Page 1 of 2 12 LastLast
Results 1 to 30 of 32

Thread: LZSS with a large dictionary

  1. #1
    The Founder encode's Avatar
    Join Date
    May 2006
    Location
    Moscow, Russia
    Posts
    3,979
    Thanks
    376
    Thanked 347 Times in 137 Posts

    LZSS with a large dictionary

    Just done some experiments with my dummy LZSS coder.

    + LZSS with 64K window
    + Optimal parsing (S&S in this case is really optimal)
    + Tagged code output

    There are two variants of the LZ-output coding:

    1. Flag based
    1-byte - Defines eight flags (0-Literal, 1-Match)
    followed by stored literal (1-byte) or LZ-code (3-bytes):
    1-byte - Match length
    2-byte - Match offset

    2. Tag based
    The first bit of a 1-byte tag defines:
    0-Run of literals, the number of literals stored in low 7-bits
    1-A match, match length stored in low 7-bits of a tag, followed by a 16-bit offset

    It's pure and simple. Mainly I play with such thing due to the simplest decoder possible which may be written in pure ASM.

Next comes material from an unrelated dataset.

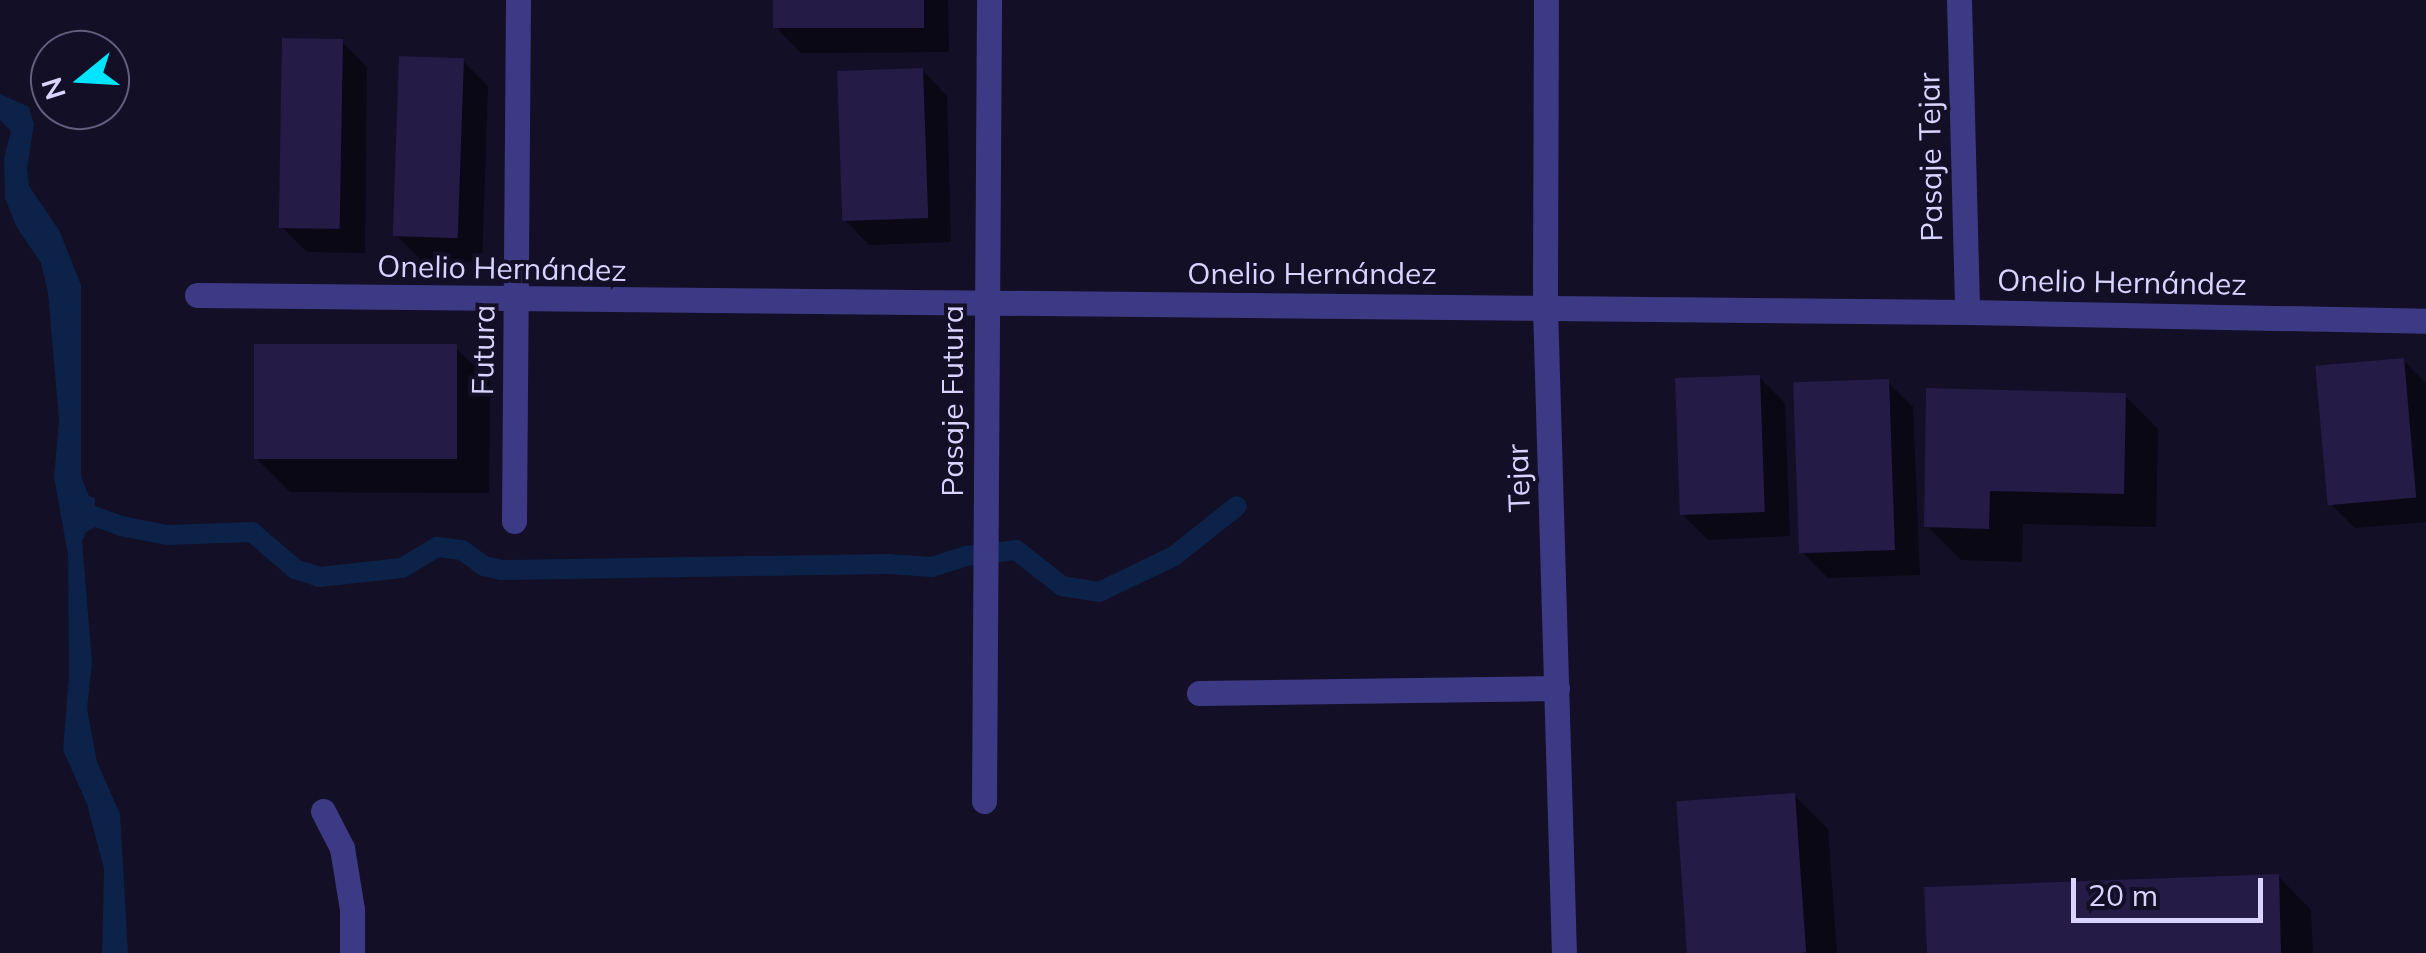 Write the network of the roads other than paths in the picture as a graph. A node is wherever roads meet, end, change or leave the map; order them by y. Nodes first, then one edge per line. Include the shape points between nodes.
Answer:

    The second variant is much more stable on already compressed data:
    A10.jpg:
    1: 946,079 bytes
    2: 848,320 bytes

    At the same time the first variant may provide a higher compression in common:
    world95.txt:
    1: 968,257 bytes
    2: 1,001,897 bytes

    Additionally, with both cases we may increase the windows size at the cost of a smaller MAXMATCH.

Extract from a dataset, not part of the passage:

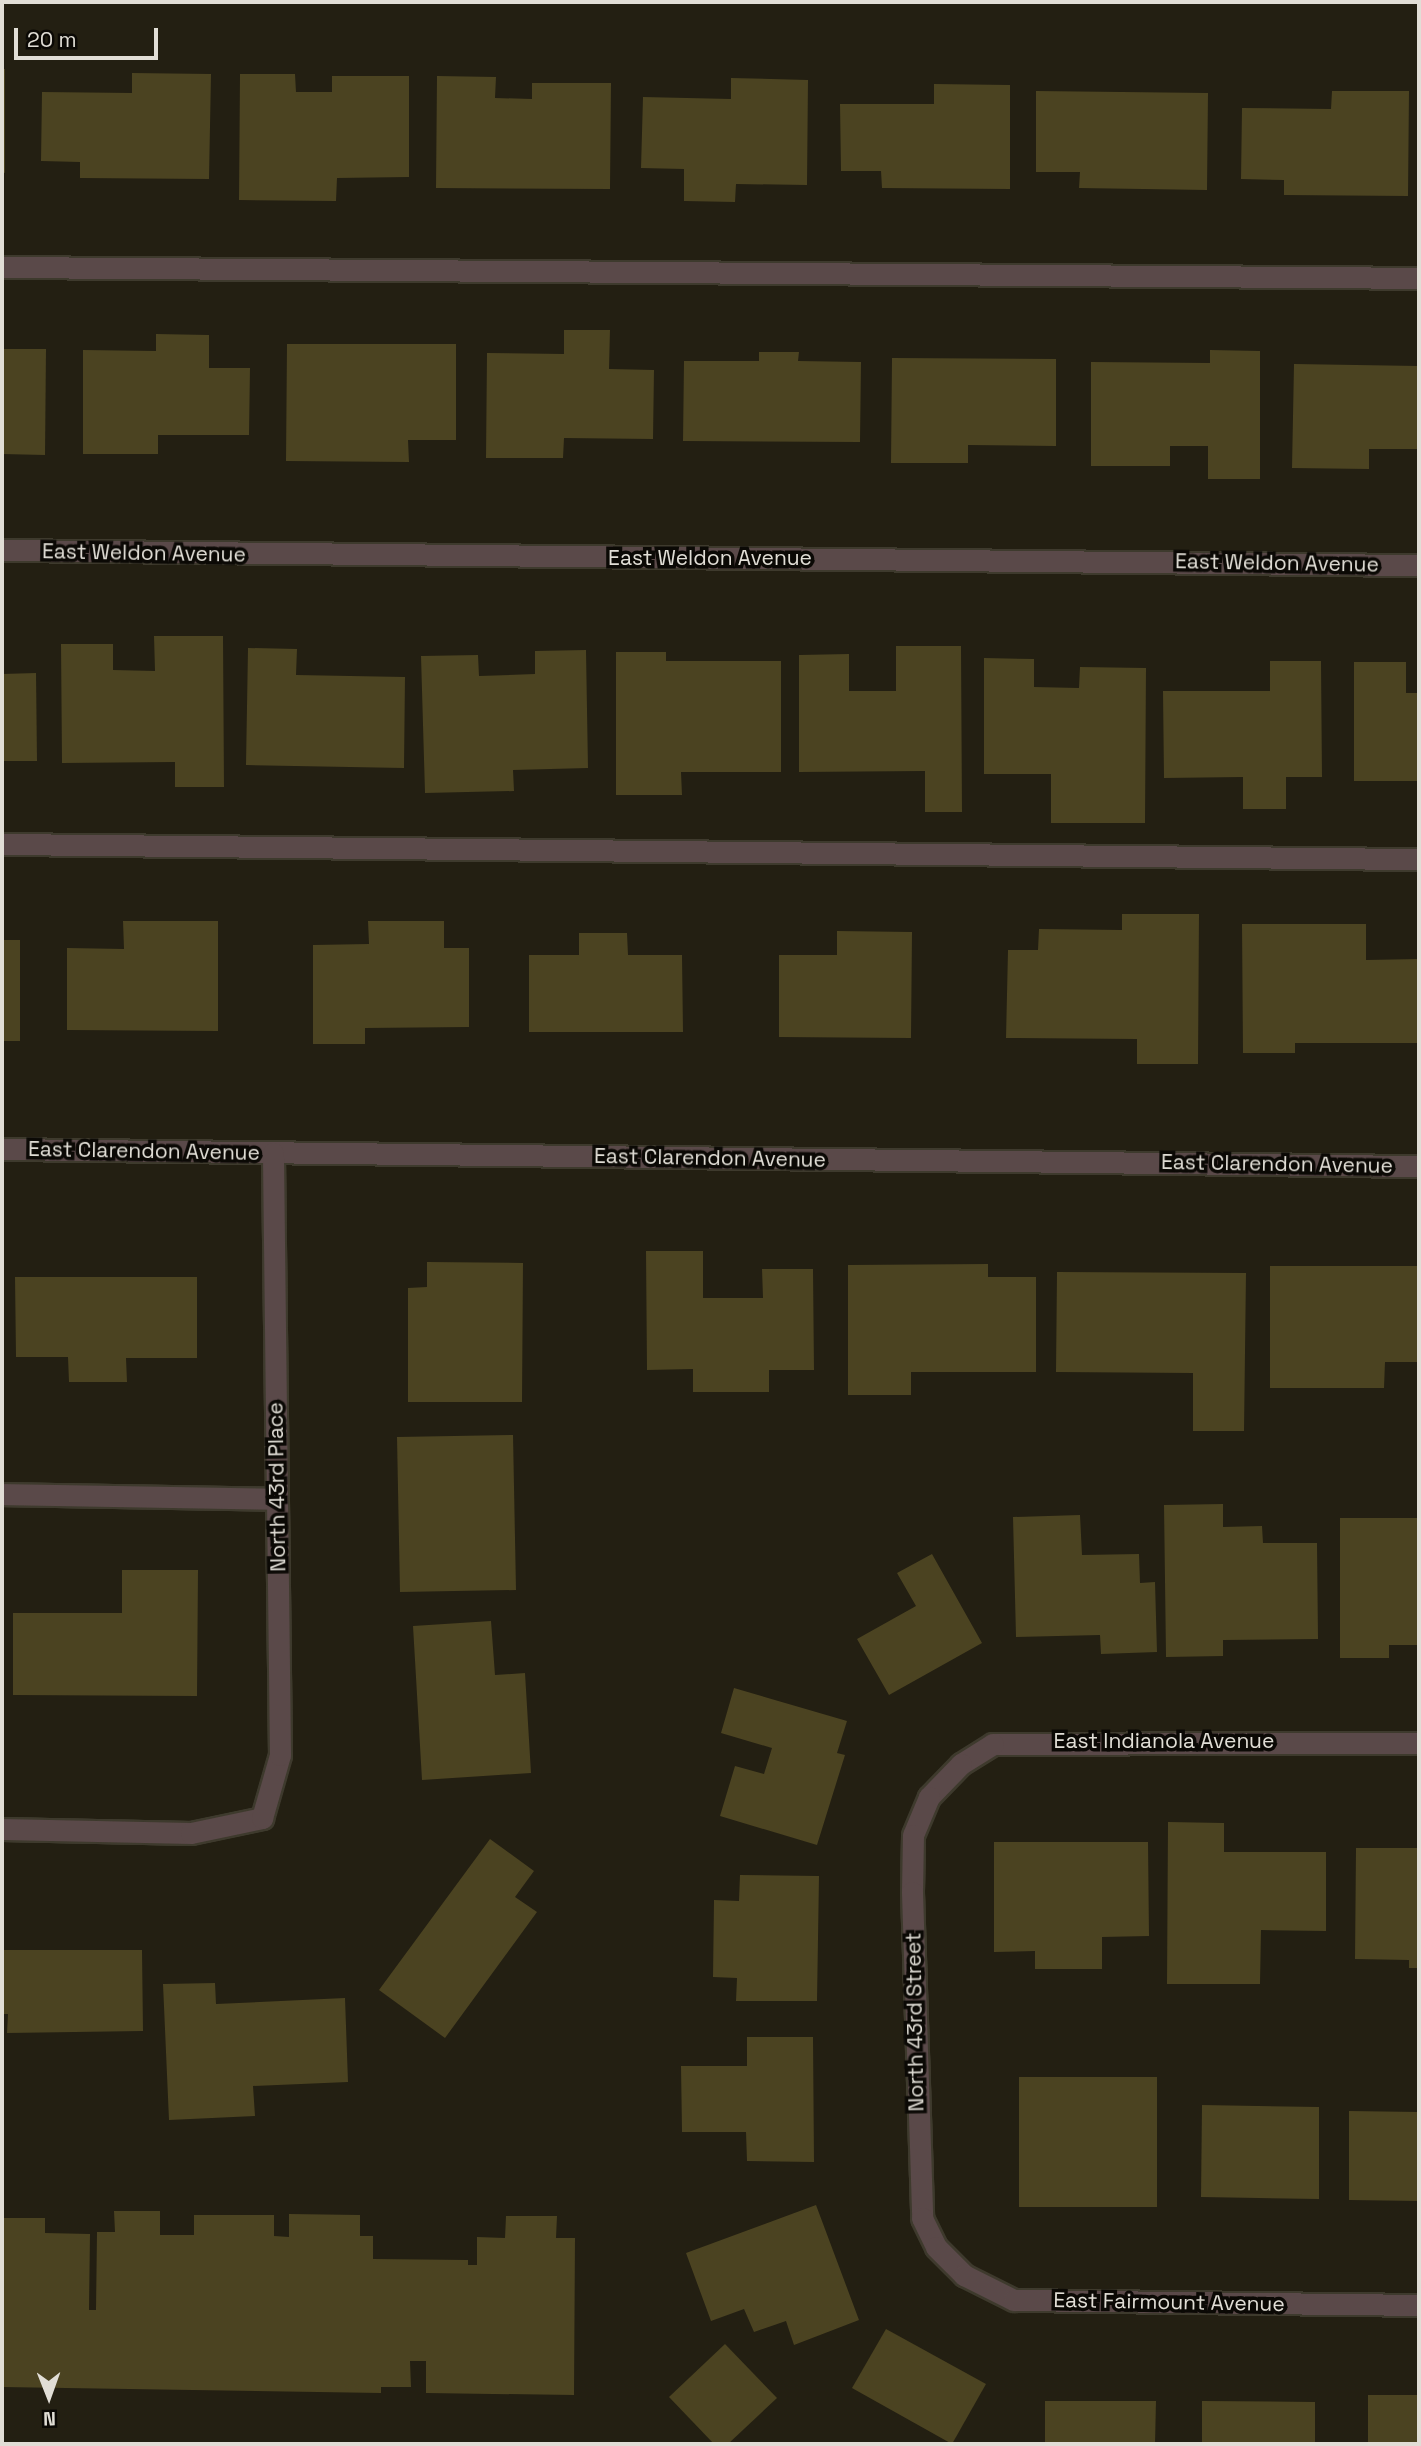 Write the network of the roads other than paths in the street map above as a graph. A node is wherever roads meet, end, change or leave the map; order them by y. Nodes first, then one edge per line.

    Check out some testing results of the first coding variant and different window sizes:
    world95.txt:
    64K: 968,257 bytes
    128K: 868,035 bytes
    256K: 797,373 bytes
    512K: 774,220 bytes

    For comparison, Deflate compresses world95.txt down to 862,824 bytes. i.e. starting with 256K window we may beat Deflate even without using Huffman or other entropy coding - using just pure byte-I/O, even with no bit-I/O!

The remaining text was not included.